▸ INFORMATION SUPPLIED

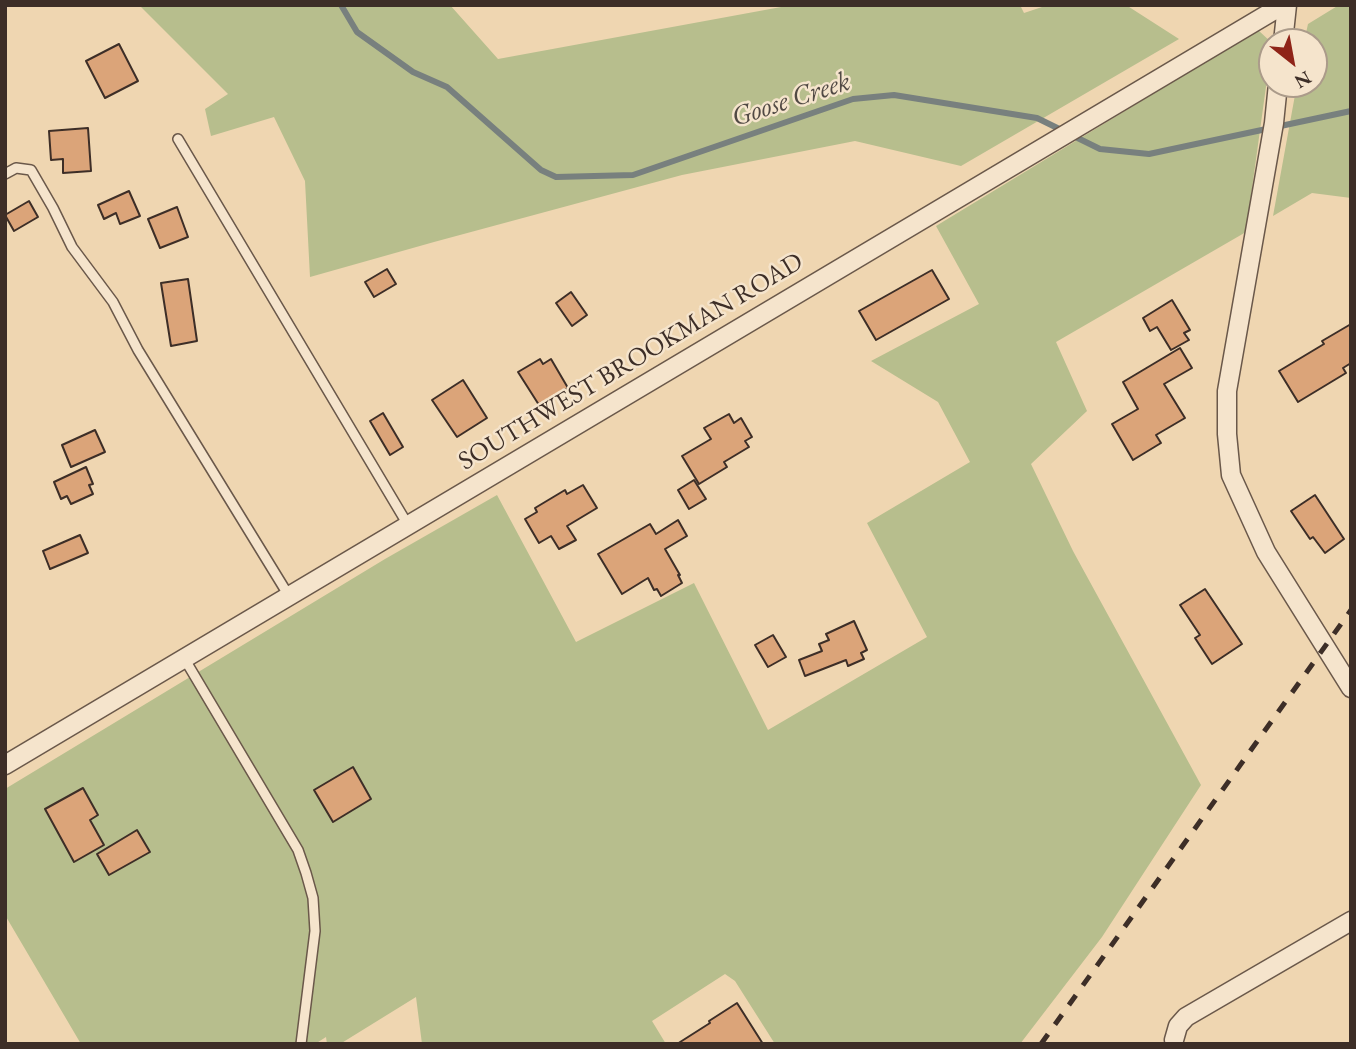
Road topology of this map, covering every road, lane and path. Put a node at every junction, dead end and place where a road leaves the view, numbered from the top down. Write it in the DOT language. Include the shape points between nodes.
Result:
graph roads {
  1 [pos="1285,5"];
  2 [pos="1284,28"];
  3 [pos="1277,98"];
  4 [pos="178,139"];
  5 [pos="5,174"];
  6 [pos="408,525"];
  7 [pos="289,596"];
  8 [pos="184,658"];
  9 [pos="1351,688"];
  10 [pos="5,765"];
  11 [pos="1351,922"];
  12 [pos="1174,1040"];
  13 [pos="301,1044"];
  1 -- 2 [label="street"];
  1 -- 6 [label="street, SOUTHWEST BROOKMAN ROAD"];
  3 -- 9 [label="street" via="1227,391 1231,475 1266,552"];
  4 -- 6 [label="lane"];
  5 -- 7 [label="lane" via="16,168 31,170 72,247 113,302"];
  6 -- 7 [label="street, SOUTHWEST BROOKMAN ROAD"];
  7 -- 8 [label="street, SOUTHWEST BROOKMAN ROAD"];
  8 -- 10 [label="street, SOUTHWEST BROOKMAN ROAD"];
  8 -- 13 [label="lane" via="298,850 306,873 315,931"];
  11 -- 12 [label="street" via="1186,1017"];
}
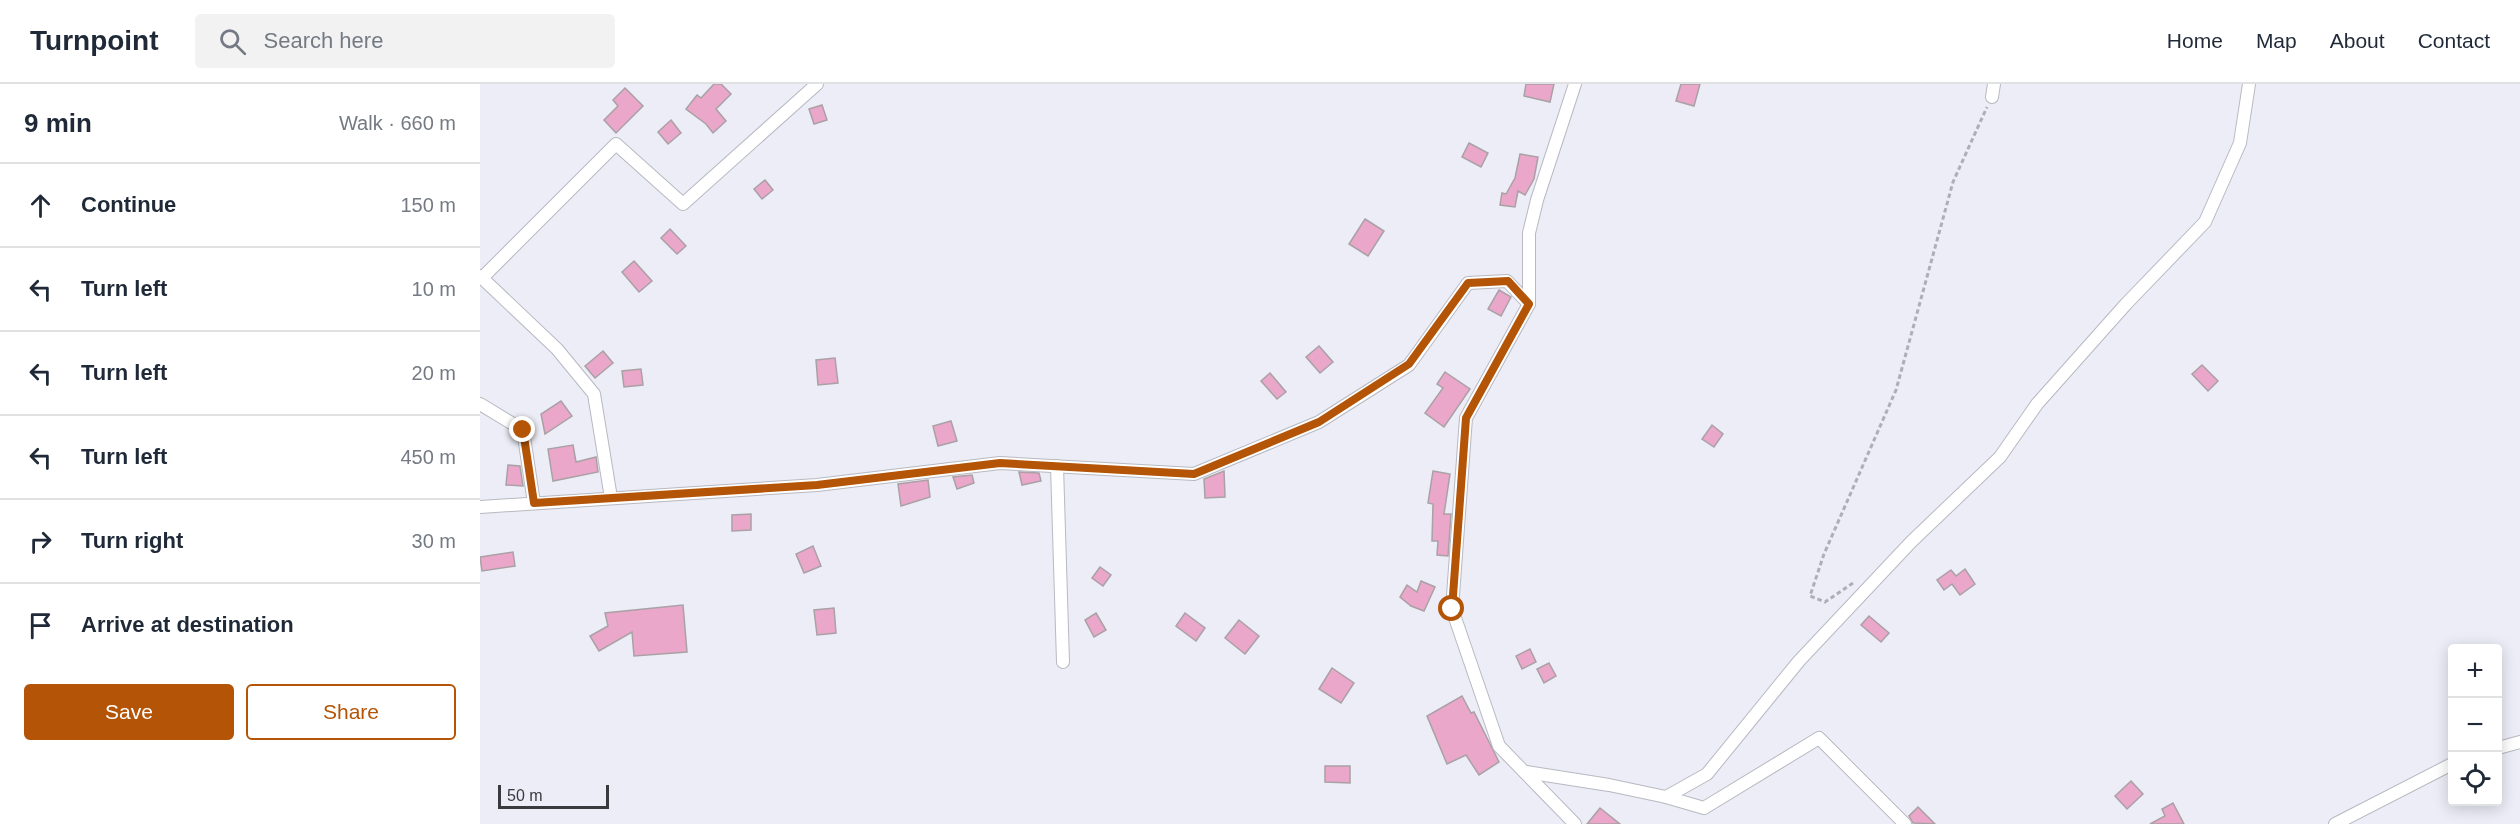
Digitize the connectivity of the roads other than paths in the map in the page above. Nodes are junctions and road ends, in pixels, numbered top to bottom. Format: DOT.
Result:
graph roads {
  1 [pos="817,84"];
  2 [pos="1575,84"];
  3 [pos="1994,84"];
  4 [pos="2249,84"];
  5 [pos="1992,97"];
  6 [pos="481,277"];
  7 [pos="1529,304"];
  8 [pos="480,404"];
  9 [pos="1057,466"];
  10 [pos="611,498"];
  11 [pos="534,503"];
  12 [pos="480,507"];
  13 [pos="1063,662"];
  14 [pos="2520,742"];
  15 [pos="2502,747"];
  16 [pos="2448,766"];
  17 [pos="1526,772"];
  18 [pos="1666,797"];
  19 [pos="1575,824"];
  20 [pos="1905,824"];
  21 [pos="2335,824"];
  1 -- 6 [label="street"];
  2 -- 7 [label="street"];
  3 -- 5 [label="street"];
  4 -- 18 [label="street"];
  6 -- 10 [label="street"];
  7 -- 9 [label="street"];
  7 -- 17 [label="street"];
  8 -- 11 [label="street"];
  9 -- 10 [label="street"];
  9 -- 13 [label="street"];
  10 -- 11 [label="street"];
  11 -- 12 [label="street"];
  14 -- 15 [label="street"];
  16 -- 21 [label="street"];
  17 -- 18 [label="street"];
  17 -- 19 [label="street"];
  18 -- 20 [label="street"];
}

▸ REQUIRED ACTION
Repeat the records exactly, without the pictures.

▸ TASK RESULT
Road topology of this map, covering every road, lane and path. Put a node at every junction, dead end and place where a road leaves the view, numbered from the top down. Write it in the DOT language. Include the shape points between nodes.
Result:
graph roads {
  1 [pos="1285,5"];
  2 [pos="1284,28"];
  3 [pos="1277,98"];
  4 [pos="178,139"];
  5 [pos="5,174"];
  6 [pos="408,525"];
  7 [pos="289,596"];
  8 [pos="184,658"];
  9 [pos="1351,688"];
  10 [pos="5,765"];
  11 [pos="1351,922"];
  12 [pos="1174,1040"];
  13 [pos="301,1044"];
  1 -- 2 [label="street"];
  1 -- 6 [label="street, SOUTHWEST BROOKMAN ROAD"];
  3 -- 9 [label="street" via="1227,391 1231,475 1266,552"];
  4 -- 6 [label="lane"];
  5 -- 7 [label="lane" via="16,168 31,170 72,247 113,302"];
  6 -- 7 [label="street, SOUTHWEST BROOKMAN ROAD"];
  7 -- 8 [label="street, SOUTHWEST BROOKMAN ROAD"];
  8 -- 10 [label="street, SOUTHWEST BROOKMAN ROAD"];
  8 -- 13 [label="lane" via="298,850 306,873 315,931"];
  11 -- 12 [label="street" via="1186,1017"];
}
Digitize the connectivity of the roads other than paths in the map in the page above. Nodes are junctions and road ends, in pixels, numbered top to bottom. Format: DOT.
Result:
graph roads {
  1 [pos="817,84"];
  2 [pos="1575,84"];
  3 [pos="1994,84"];
  4 [pos="2249,84"];
  5 [pos="1992,97"];
  6 [pos="481,277"];
  7 [pos="1529,304"];
  8 [pos="480,404"];
  9 [pos="1057,466"];
  10 [pos="611,498"];
  11 [pos="534,503"];
  12 [pos="480,507"];
  13 [pos="1063,662"];
  14 [pos="2520,742"];
  15 [pos="2502,747"];
  16 [pos="2448,766"];
  17 [pos="1526,772"];
  18 [pos="1666,797"];
  19 [pos="1575,824"];
  20 [pos="1905,824"];
  21 [pos="2335,824"];
  1 -- 6 [label="street"];
  2 -- 7 [label="street"];
  3 -- 5 [label="street"];
  4 -- 18 [label="street"];
  6 -- 10 [label="street"];
  7 -- 9 [label="street"];
  7 -- 17 [label="street"];
  8 -- 11 [label="street"];
  9 -- 10 [label="street"];
  9 -- 13 [label="street"];
  10 -- 11 [label="street"];
  11 -- 12 [label="street"];
  14 -- 15 [label="street"];
  16 -- 21 [label="street"];
  17 -- 18 [label="street"];
  17 -- 19 [label="street"];
  18 -- 20 [label="street"];
}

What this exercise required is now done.